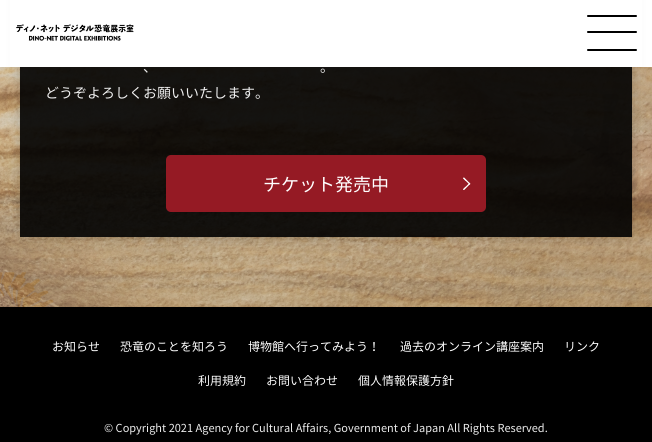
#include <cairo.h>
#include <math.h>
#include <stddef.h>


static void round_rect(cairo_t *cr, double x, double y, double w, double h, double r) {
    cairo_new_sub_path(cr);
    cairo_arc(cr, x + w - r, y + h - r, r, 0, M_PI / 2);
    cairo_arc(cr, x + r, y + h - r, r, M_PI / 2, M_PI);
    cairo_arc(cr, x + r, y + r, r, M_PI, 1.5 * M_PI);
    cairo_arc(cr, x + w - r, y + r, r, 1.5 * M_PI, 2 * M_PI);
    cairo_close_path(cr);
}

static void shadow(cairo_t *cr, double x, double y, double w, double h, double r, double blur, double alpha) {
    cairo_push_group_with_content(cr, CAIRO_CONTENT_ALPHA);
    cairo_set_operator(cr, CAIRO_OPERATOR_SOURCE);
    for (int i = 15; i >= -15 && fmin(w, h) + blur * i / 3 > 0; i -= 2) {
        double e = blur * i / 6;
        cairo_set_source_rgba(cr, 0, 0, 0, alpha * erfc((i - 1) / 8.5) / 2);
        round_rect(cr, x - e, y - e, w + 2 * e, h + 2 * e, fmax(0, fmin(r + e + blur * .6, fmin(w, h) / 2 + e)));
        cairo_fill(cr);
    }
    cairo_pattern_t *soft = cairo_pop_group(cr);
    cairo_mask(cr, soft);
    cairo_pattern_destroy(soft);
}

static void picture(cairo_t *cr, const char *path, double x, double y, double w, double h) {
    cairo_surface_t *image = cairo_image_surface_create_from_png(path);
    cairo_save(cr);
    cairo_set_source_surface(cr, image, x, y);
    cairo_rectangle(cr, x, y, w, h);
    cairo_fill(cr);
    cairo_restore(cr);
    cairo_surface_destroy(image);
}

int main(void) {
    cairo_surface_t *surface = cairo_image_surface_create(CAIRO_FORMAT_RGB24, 652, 442);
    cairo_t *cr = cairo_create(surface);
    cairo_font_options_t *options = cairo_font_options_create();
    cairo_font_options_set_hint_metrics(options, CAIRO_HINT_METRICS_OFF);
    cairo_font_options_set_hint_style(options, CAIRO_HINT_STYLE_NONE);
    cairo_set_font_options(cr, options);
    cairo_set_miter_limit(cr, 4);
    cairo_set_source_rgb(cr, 1, 1, 1);
    cairo_paint(cr);
    picture(cr, "img1.png", 0, 67, 652, 240);
    cairo_save(cr);
    cairo_set_fill_rule(cr, CAIRO_FILL_RULE_EVEN_ODD);
    cairo_new_path(cr);
    cairo_move_to(cr, 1, 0);
    cairo_line_to(cr, 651, 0);
    cairo_line_to(cr, 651, 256);
    cairo_line_to(cr, 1, 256);
    cairo_close_path(cr);
    cairo_move_to(cr, 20, -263);
    cairo_line_to(cr, 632, -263);
    cairo_line_to(cr, 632, 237);
    cairo_line_to(cr, 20, 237);
    cairo_close_path(cr);
    cairo_clip(cr);
    cairo_set_source_rgb(cr, 0, 0, 0);
    shadow(cr, 26, -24, 600, 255, 0, 8, 0.5);
    cairo_restore(cr);
    cairo_set_source_rgb(cr, 1, 1, 1);
    cairo_rectangle(cr, 10, 0, 632, 67);
    cairo_fill(cr);
    picture(cr, "img2.png", 16, 24, 118, 17);
    cairo_set_source_rgb(cr, 0, 0, 0);
    round_rect(cr, 587, 15, 50, 2, 1);
    cairo_fill(cr);
    round_rect(cr, 587, 31, 50, 2, 1);
    cairo_fill(cr);
    round_rect(cr, 587, 49, 50, 2, 1);
    cairo_fill(cr);
    cairo_set_source_rgba(cr, 0, 0, 0, 0.9);
    cairo_rectangle(cr, 20, 67, 612, 170);
    cairo_fill(cr);
    cairo_select_font_face(cr, "Noto Sans JP", CAIRO_FONT_SLANT_NORMAL, CAIRO_FONT_WEIGHT_NORMAL);
    cairo_set_font_size(cr, 14);
    cairo_set_source_rgb(cr, 0.933, 0.933, 0.933);
    cairo_move_to(cr, 143, 72);
    cairo_show_text(cr, "、");
    cairo_move_to(cr, 320, 72);
    cairo_show_text(cr, "。");
    cairo_move_to(cr, 45, 98);
    cairo_show_text(cr, "どうぞよろしくお願いいたします。");
    cairo_set_source_rgb(cr, 0.584, 0.102, 0.141);
    round_rect(cr, 166, 155, 320, 57, 5);
    cairo_fill(cr);
    cairo_set_font_size(cr, 18);
    cairo_set_source_rgb(cr, 1, 1, 1);
    cairo_move_to(cr, 263, 191);
    cairo_show_text(cr, "チケット発売中");
    picture(cr, "img3.png", 463, 177, 8, 13);
    cairo_set_source_rgb(cr, 0, 0, 0);
    cairo_rectangle(cr, 0, 307, 652, 135);
    cairo_fill(cr);
    cairo_set_font_size(cr, 12);
    cairo_set_source_rgb(cr, 1, 1, 1);
    cairo_move_to(cr, 52, 351);
    cairo_show_text(cr, "お知らせ");
    cairo_move_to(cr, 120, 351);
    cairo_show_text(cr, "恐竜のことを知ろう");
    cairo_move_to(cr, 248, 351);
    cairo_show_text(cr, "博物館へ行ってみよう！");
    cairo_move_to(cr, 400, 351);
    cairo_show_text(cr, "過去のオンライン講座案内");
    cairo_move_to(cr, 564, 351);
    cairo_show_text(cr, "リンク");
    cairo_move_to(cr, 198, 385);
    cairo_show_text(cr, "利用規約");
    cairo_move_to(cr, 266, 385);
    cairo_show_text(cr, "お問い合わせ");
    cairo_move_to(cr, 358, 385);
    cairo_show_text(cr, "個人情報保護方針");
    cairo_set_font_size(cr, 11);
    cairo_set_source_rgb(cr, 0.933, 0.933, 0.933);
    cairo_move_to(cr, 104, 432);
    cairo_show_text(cr, "© Copyright 2021 Agency for Cultural Affairs, Government of Japan All Rights Reserved.");
    cairo_surface_write_to_png(surface, "page.png");
    cairo_font_options_destroy(options);
    cairo_destroy(cr);
    cairo_surface_destroy(surface);
    return 0;
}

# # # # #

Where the word "fmin" shows up in a line of the records above, count that line; then give the count by itself.

### Your response
2